Chez BMW, on veut aussi entretenir la flamme.
" La mort du diesel ? Pas si vite. Nos moteurs pourront être mis aux futures normes d'émission sans problème. La vérité n'est ni dans le diesel bashing ni dans le tout-diesel ", fait valoir Jean-Michel Juchet, porte-parole de BMW France. Les marques françaises, quant à elles, n'ont pas renié leur tropisme historique prodiesel. Chez PSA, qui vient de présenter un nouveau moteur alimenté au gazole, on souligne que
" la demande restera forte pour les véhicules utilitaires et ceux qui se destinent aux gros rouleurs ". En parallèle, le groupe français prévoit de proposer une
" solution électrifiée " sur la moitié de sa gamme en 2021, puis sur la totalité en 2025. Selon Peugeot-Citroën
, tous les goûts pourraient donc durablement cohabiter dans la nature automobile.
Les partisans du diesel mettent aussi en exergue un paradoxe : son recul dans les immatriculations se traduit mécaniquement (comme ce fut le cas, en 2017, en France) par une augmentation des émissions moyennes de CO2 par voiture neuve.
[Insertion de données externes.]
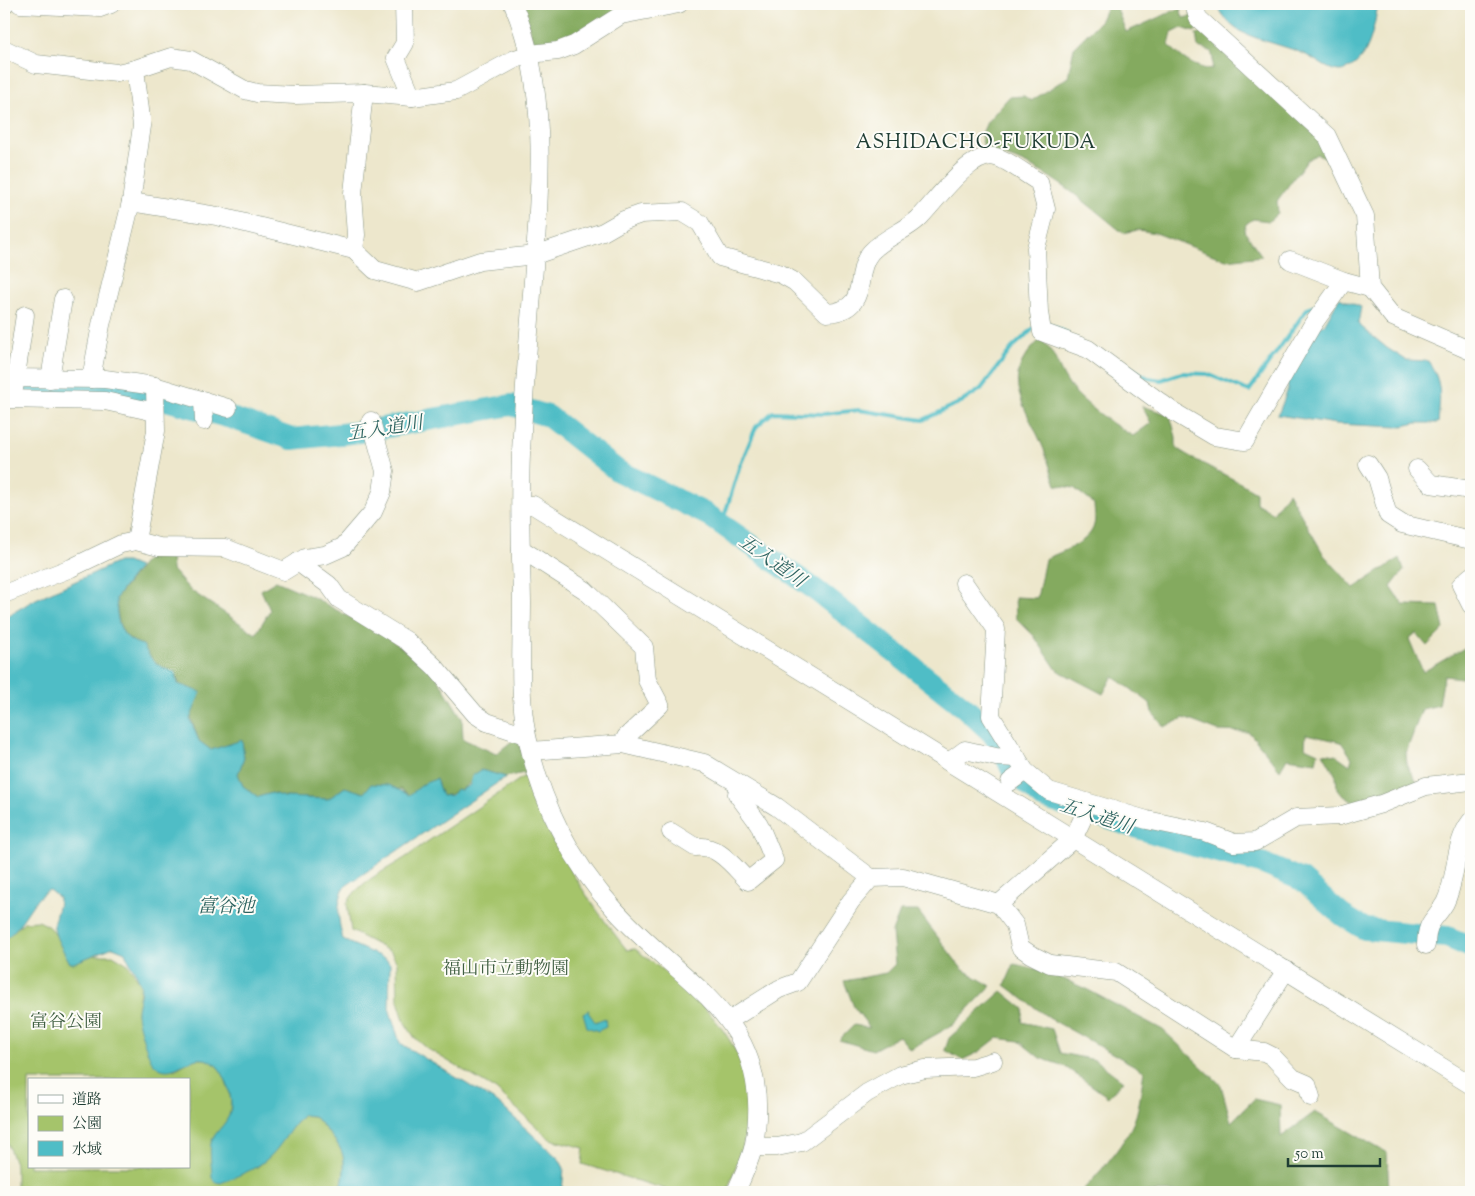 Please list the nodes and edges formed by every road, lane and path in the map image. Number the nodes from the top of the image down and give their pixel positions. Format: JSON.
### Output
{"nodes":[{"id":1,"x":20,"y":4,"type":"edge"},
{"id":2,"x":111,"y":4,"type":"edge"},
{"id":3,"x":404,"y":4,"type":"edge"},
{"id":4,"x":513,"y":4,"type":"edge"},
{"id":5,"x":678,"y":4,"type":"edge"},
{"id":6,"x":1194,"y":4,"type":"edge"},
{"id":7,"x":4,"y":49,"type":"edge"},
{"id":8,"x":530,"y":54,"type":"junction"},
{"id":9,"x":135,"y":69,"type":"junction"},
{"id":10,"x":364,"y":93,"type":"junction"},
{"id":11,"x":412,"y":97,"type":"junction"},
{"id":12,"x":131,"y":202,"type":"junction"},
{"id":13,"x":354,"y":250,"type":"junction"},
{"id":14,"x":535,"y":255,"type":"junction"},
{"id":15,"x":1290,"y":260,"type":"dead end"},
{"id":16,"x":1344,"y":281,"type":"junction"},
{"id":17,"x":1370,"y":288,"type":"junction"},
{"id":18,"x":63,"y":300,"type":"dead end"},
{"id":19,"x":25,"y":316,"type":"dead end"},
{"id":20,"x":1471,"y":351,"type":"edge"},
{"id":21,"x":9,"y":378,"type":"edge"},
{"id":22,"x":50,"y":379,"type":"junction"},
{"id":23,"x":98,"y":379,"type":"junction"},
{"id":24,"x":155,"y":386,"type":"junction"},
{"id":25,"x":9,"y":399,"type":"edge"},
{"id":26,"x":203,"y":400,"type":"junction"},
{"id":27,"x":105,"y":401,"type":"junction"},
{"id":28,"x":228,"y":408,"type":"dead end"},
{"id":29,"x":155,"y":412,"type":"junction"},
{"id":30,"x":204,"y":421,"type":"dead end"},
{"id":31,"x":371,"y":421,"type":"dead end"},
{"id":32,"x":1368,"y":464,"type":"dead end"},
{"id":33,"x":1417,"y":469,"type":"dead end"},
{"id":34,"x":1471,"y":490,"type":"edge"},
{"id":35,"x":521,"y":505,"type":"junction"},
{"id":36,"x":1471,"y":540,"type":"edge"},
{"id":37,"x":136,"y":541,"type":"junction"},
{"id":38,"x":521,"y":548,"type":"junction"},
{"id":39,"x":298,"y":562,"type":"junction"},
{"id":40,"x":1471,"y":576,"type":"edge"},
{"id":41,"x":964,"y":583,"type":"dead end"},
{"id":42,"x":4,"y":594,"type":"edge"},
{"id":43,"x":1471,"y":604,"type":"edge"},
{"id":44,"x":528,"y":743,"type":"junction"},
{"id":45,"x":622,"y":744,"type":"junction"},
{"id":46,"x":949,"y":762,"type":"junction"},
{"id":47,"x":1021,"y":764,"type":"junction"},
{"id":48,"x":1471,"y":781,"type":"edge"},
{"id":49,"x":1010,"y":782,"type":"dead end"},
{"id":50,"x":739,"y":784,"type":"junction"},
{"id":51,"x":1086,"y":803,"type":"junction"},
{"id":52,"x":1471,"y":821,"type":"edge"},
{"id":53,"x":671,"y":832,"type":"dead end"},
{"id":54,"x":1073,"y":839,"type":"junction"},
{"id":55,"x":1464,"y":867,"type":"edge"},
{"id":56,"x":871,"y":878,"type":"junction"},
{"id":57,"x":999,"y":904,"type":"junction"},
{"id":58,"x":1426,"y":936,"type":"dead end"},
{"id":59,"x":1286,"y":970,"type":"junction"},
{"id":60,"x":730,"y":1020,"type":"junction"},
{"id":61,"x":1236,"y":1049,"type":"junction"},
{"id":62,"x":993,"y":1061,"type":"dead end"},
{"id":63,"x":1471,"y":1085,"type":"edge"},
{"id":64,"x":1311,"y":1097,"type":"dead end"},
{"id":65,"x":754,"y":1147,"type":"junction"},
{"id":66,"x":736,"y":1192,"type":"edge"}],
"edges":[{"from":1,"to":2,"type":"street"},
{"from":3,"to":11,"type":"street"},
{"from":4,"to":8,"type":"street"},
{"from":5,"to":8,"type":"street"},
{"from":6,"to":17,"type":"street"},
{"from":7,"to":9,"type":"street"},
{"from":8,"to":11,"type":"street"},
{"from":8,"to":14,"type":"street"},
{"from":9,"to":10,"type":"street"},
{"from":9,"to":12,"type":"street"},
{"from":10,"to":11,"type":"street"},
{"from":10,"to":13,"type":"street"},
{"from":12,"to":13,"type":"street"},
{"from":12,"to":23,"type":"street"},
{"from":13,"to":14,"type":"street"},
{"from":14,"to":16,"type":"street"},
{"from":14,"to":35,"type":"street"},
{"from":15,"to":16,"type":"street"},
{"from":16,"to":17,"type":"street"},
{"from":17,"to":20,"type":"street"},
{"from":18,"to":22,"type":"street"},
{"from":19,"to":21,"type":"street"},
{"from":21,"to":22,"type":"street"},
{"from":21,"to":25,"type":"street"},
{"from":22,"to":23,"type":"street"},
{"from":23,"to":24,"type":"street"},
{"from":23,"to":27,"type":"street"},
{"from":24,"to":26,"type":"street"},
{"from":24,"to":29,"type":"street"},
{"from":25,"to":27,"type":"street"},
{"from":26,"to":28,"type":"street"},
{"from":26,"to":30,"type":"street"},
{"from":27,"to":29,"type":"street"},
{"from":29,"to":37,"type":"street"},
{"from":31,"to":39,"type":"street"},
{"from":32,"to":36,"type":"street"},
{"from":33,"to":34,"type":"street"},
{"from":35,"to":38,"type":"street"},
{"from":35,"to":46,"type":"street"},
{"from":37,"to":39,"type":"street"},
{"from":37,"to":42,"type":"street"},
{"from":38,"to":44,"type":"street"},
{"from":38,"to":45,"type":"street"},
{"from":39,"to":44,"type":"street"},
{"from":40,"to":43,"type":"street"},
{"from":41,"to":47,"type":"street"},
{"from":44,"to":45,"type":"street"},
{"from":44,"to":60,"type":"street"},
{"from":45,"to":50,"type":"street"},
{"from":46,"to":47,"type":"street"},
{"from":46,"to":54,"type":"street"},
{"from":47,"to":49,"type":"street"},
{"from":47,"to":51,"type":"street"},
{"from":48,"to":51,"type":"street"},
{"from":50,"to":53,"type":"street"},
{"from":50,"to":56,"type":"street"},
{"from":51,"to":54,"type":"street"},
{"from":52,"to":55,"type":"street"},
{"from":54,"to":57,"type":"street"},
{"from":54,"to":59,"type":"street"},
{"from":55,"to":58,"type":"street"},
{"from":56,"to":57,"type":"street"},
{"from":56,"to":60,"type":"street"},
{"from":57,"to":61,"type":"street"},
{"from":59,"to":61,"type":"street"},
{"from":59,"to":63,"type":"street"},
{"from":60,"to":65,"type":"street"},
{"from":61,"to":64,"type":"street"},
{"from":62,"to":65,"type":"street"},
{"from":65,"to":66,"type":"street"}]}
Ce critère, qui demeure la référence majeure de l'arsenal réglementaire, est défavorable aux moteurs essence, en revanche mieux placés pour ce qui concerne les émissions de Nox (oxydes d'azote) et de particules. Résultat : plus les constructeurs " vertueux " produisent des moteurs essence et plus il leur est difficile de satisfaire aux normes. Ce qui explique la multiplication des projets de modèles électriques ou électrifiés, seule échappatoire permettant de s'inscrire en conformité avec les seuils imposés par les futures normes.
Pourtant, sur le front du diesel, il faut s'attendre à de nouvelles défections plutôt qu'à des retours en arrière. On ignore encore à quel rythme le déclin va se poursuivre, mais il est clair que la mécanique inventée en 1892 par Rudolf Diesel ne s'inscrit plus dans le sens de l'Histoire. Oliver Blume, le patron de Porsche, va plus loin.
" Il n'y a pas de doute, à long terme, la voiture du futur sonnera le glas des moteurs à combustion ", a-t-il lancé mi-mars lors d'une manifestation organisée au musée de la marque.